--- EXERCISE DATA Enclosed Below ---

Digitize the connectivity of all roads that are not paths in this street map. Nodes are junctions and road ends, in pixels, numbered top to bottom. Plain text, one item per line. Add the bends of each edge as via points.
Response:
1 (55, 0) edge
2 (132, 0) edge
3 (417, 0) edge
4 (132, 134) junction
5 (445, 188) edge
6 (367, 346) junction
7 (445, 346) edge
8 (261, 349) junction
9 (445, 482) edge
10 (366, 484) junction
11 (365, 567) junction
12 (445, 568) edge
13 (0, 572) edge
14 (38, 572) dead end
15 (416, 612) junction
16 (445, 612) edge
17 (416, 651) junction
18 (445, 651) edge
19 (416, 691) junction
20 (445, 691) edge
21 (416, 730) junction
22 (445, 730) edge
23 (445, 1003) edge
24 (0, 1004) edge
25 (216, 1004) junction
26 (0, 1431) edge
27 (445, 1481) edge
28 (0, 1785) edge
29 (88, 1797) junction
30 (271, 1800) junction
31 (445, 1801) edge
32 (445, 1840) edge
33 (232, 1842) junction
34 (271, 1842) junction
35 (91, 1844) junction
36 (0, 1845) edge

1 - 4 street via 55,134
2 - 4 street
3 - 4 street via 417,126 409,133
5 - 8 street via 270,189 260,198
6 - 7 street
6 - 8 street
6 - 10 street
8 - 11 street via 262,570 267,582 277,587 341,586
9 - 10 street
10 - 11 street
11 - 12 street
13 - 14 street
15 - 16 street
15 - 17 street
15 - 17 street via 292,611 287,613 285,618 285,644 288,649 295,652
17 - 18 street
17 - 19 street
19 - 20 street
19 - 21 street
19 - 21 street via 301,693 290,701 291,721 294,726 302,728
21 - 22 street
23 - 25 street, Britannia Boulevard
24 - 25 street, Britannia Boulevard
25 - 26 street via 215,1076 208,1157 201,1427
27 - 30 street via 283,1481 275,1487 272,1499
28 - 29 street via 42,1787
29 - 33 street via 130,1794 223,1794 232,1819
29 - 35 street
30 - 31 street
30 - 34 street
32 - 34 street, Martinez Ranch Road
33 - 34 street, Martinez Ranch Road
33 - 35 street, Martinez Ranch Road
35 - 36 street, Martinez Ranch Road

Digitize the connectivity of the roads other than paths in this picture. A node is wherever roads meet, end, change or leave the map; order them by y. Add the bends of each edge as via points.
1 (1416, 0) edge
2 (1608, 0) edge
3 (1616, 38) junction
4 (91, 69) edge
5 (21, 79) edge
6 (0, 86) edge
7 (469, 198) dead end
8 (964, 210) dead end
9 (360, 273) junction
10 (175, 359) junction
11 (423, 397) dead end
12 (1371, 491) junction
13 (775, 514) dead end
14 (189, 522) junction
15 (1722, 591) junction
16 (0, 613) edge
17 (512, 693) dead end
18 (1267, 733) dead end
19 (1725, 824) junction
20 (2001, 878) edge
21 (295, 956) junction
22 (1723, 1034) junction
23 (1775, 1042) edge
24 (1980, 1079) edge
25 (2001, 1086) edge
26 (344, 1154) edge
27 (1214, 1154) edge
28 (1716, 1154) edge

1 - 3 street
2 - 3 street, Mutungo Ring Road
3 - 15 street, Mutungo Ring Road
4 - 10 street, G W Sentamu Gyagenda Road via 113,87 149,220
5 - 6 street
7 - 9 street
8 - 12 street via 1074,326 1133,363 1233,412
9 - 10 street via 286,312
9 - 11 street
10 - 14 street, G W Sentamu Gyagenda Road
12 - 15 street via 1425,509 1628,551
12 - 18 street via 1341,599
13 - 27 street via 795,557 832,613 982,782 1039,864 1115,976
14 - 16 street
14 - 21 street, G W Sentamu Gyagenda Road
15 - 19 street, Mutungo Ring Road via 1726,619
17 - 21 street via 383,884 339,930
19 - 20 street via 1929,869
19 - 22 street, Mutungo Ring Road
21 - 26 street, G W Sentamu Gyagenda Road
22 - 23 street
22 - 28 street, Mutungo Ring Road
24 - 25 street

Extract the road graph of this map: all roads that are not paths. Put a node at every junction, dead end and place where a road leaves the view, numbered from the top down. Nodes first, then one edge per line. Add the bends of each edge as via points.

--- End of Enclosed EXERCISE DATA ---

[WHAT TO DO] Which of the lines above hold the string "numbered"? Pick each of them out.

[RESULT FOR THIS TASK]
Digitize the connectivity of all roads that are not paths in this street map. Nodes are junctions and road ends, in pixels, numbered top to bottom. Plain text, one item per line. Add the bends of each edge as via points.
Extract the road graph of this map: all roads that are not paths. Put a node at every junction, dead end and place where a road leaves the view, numbered from the top down. Nodes first, then one edge per line. Add the bends of each edge as via points.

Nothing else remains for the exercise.